Fairytales

Author

Katelyn Litvan

Fairy Tale Insights: A Look Into the Patterns Found in the Words of the Grimm Brothers

For my project, I chose to use a dataset that contained 62 classic fairytales by the Grimm Brothers. I loved reading fairytales growing up, and it is no secret that some fairytales have darker undertones than others. For this reason, I think that doing a sentiment analysis and analyzing the words to these fairytales will help us to appreciate and understand the stories on a whole new level! I also believe that my findings from this project will help me identify common themes in fairytales.

Loading and Cleaning Data

To begin, I loaded my necessary libraries, and imported the dataset from Kaggle, which was saved as a csv, and saved it as a dataframe called “grimms.”

Code

library(tidyverse)
library(tidytext)
library(textdata)
library(ggplot2) 
library(dplyr)
library(readr)
grimms <- read_csv("~/Desktop/Applied Media Analytics/grimms_fairytales.csv")
View(grimms)

I then began to clean my data. I noticed that the Red Riding Hood story had gotten cut off some how, and continued mid story into a new column. After a lot of research, I found that the paste function would help me grab the story bits that had gotten placed in Text and Title columns in row 23, and place them where they belonged in the Text column of row 22, which was where the story was stored. I also noticed that the text in the stories sometimes had a between words. To get rid of that, I used the gsub function, which I found is used for matching and replacing in character strings. I replaced the with a simple blank, ““.

Code

grimms$Text[22] <- paste(grimms$Text[22], grimms$Title[23], grimms$Text[23])

grimms$Title[23] <- ""
grimms$Text[23] <- ""

grimms <- grimms[-23, ]

grimms$Text <- gsub("\\n", " ", grimms$Text)

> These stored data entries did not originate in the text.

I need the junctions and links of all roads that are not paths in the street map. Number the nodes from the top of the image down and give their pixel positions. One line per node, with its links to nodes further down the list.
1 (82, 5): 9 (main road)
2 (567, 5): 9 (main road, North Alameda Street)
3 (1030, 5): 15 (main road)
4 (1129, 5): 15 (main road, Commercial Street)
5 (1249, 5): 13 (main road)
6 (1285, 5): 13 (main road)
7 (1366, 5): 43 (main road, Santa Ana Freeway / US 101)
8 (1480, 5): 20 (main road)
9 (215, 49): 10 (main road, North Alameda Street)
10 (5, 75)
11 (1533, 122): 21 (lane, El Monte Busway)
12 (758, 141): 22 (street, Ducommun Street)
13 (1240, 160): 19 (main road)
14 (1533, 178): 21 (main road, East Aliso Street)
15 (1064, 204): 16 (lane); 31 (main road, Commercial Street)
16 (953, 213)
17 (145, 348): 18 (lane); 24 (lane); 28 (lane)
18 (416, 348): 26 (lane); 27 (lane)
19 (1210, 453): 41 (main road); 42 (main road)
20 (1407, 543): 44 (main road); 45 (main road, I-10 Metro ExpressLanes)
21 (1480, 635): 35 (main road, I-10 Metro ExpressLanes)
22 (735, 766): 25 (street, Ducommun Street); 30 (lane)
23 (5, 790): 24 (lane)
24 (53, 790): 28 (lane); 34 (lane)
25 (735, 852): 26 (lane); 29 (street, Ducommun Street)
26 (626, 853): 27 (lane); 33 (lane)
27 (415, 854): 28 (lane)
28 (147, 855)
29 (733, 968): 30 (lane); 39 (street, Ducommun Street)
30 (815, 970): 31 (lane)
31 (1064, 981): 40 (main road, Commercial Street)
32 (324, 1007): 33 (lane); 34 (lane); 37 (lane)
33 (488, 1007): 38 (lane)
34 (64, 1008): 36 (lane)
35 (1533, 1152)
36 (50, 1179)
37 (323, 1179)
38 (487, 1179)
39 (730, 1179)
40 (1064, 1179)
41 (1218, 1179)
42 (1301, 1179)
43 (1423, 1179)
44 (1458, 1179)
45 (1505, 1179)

Unesting the Words and Calculating Sentiments

Finally, I was ready to start analyzing the data. To begin, I unnested each word from the Text column, and then eliminated stop words and calculated the sentiment value of each word. I know that there is code to remove the apostrophes from the words, but I chose to leave them in, as the only instances I noticed them present was between plural and possessive nouns (ex: kings vs king’s), and I think that those two words have different meanings.

Code

grimms|> 
  unnest_tokens(word, Text)-> grimms2

grimms2 |> 
  anti_join(stop_words) |> 
  inner_join(get_sentiments('afinn'))-> grimms3

Then, I wanted to start analyzing the sentiment by story. I calculated the average sentiment value for each story.

Code

grimms3 |> 
  group_by(Title) |> 
  summarize(avg_sentiment=mean(value)) ->grimms_story

Visualization #1- Top Ten Positive and Negative Stories

It is time to create my first visualization. I wanted to display the top 10 stories with the highest average sentiment value by word (or, the happiest stories), as well as the top 10 stories with the lowest average sentiment value by word (or, the saddest/scariest stories). I did this by using the head function to sort and pull the top 10 highest and lowest average sentiment stories. Then, I used the rbind function, which combines by rows (or stacking vertically), to create one big dataset so that it could all be one visualization.

Code

top_10_high <- head(grimms_story[order(grimms_story$avg_sentiment, decreasing = TRUE), ], 10)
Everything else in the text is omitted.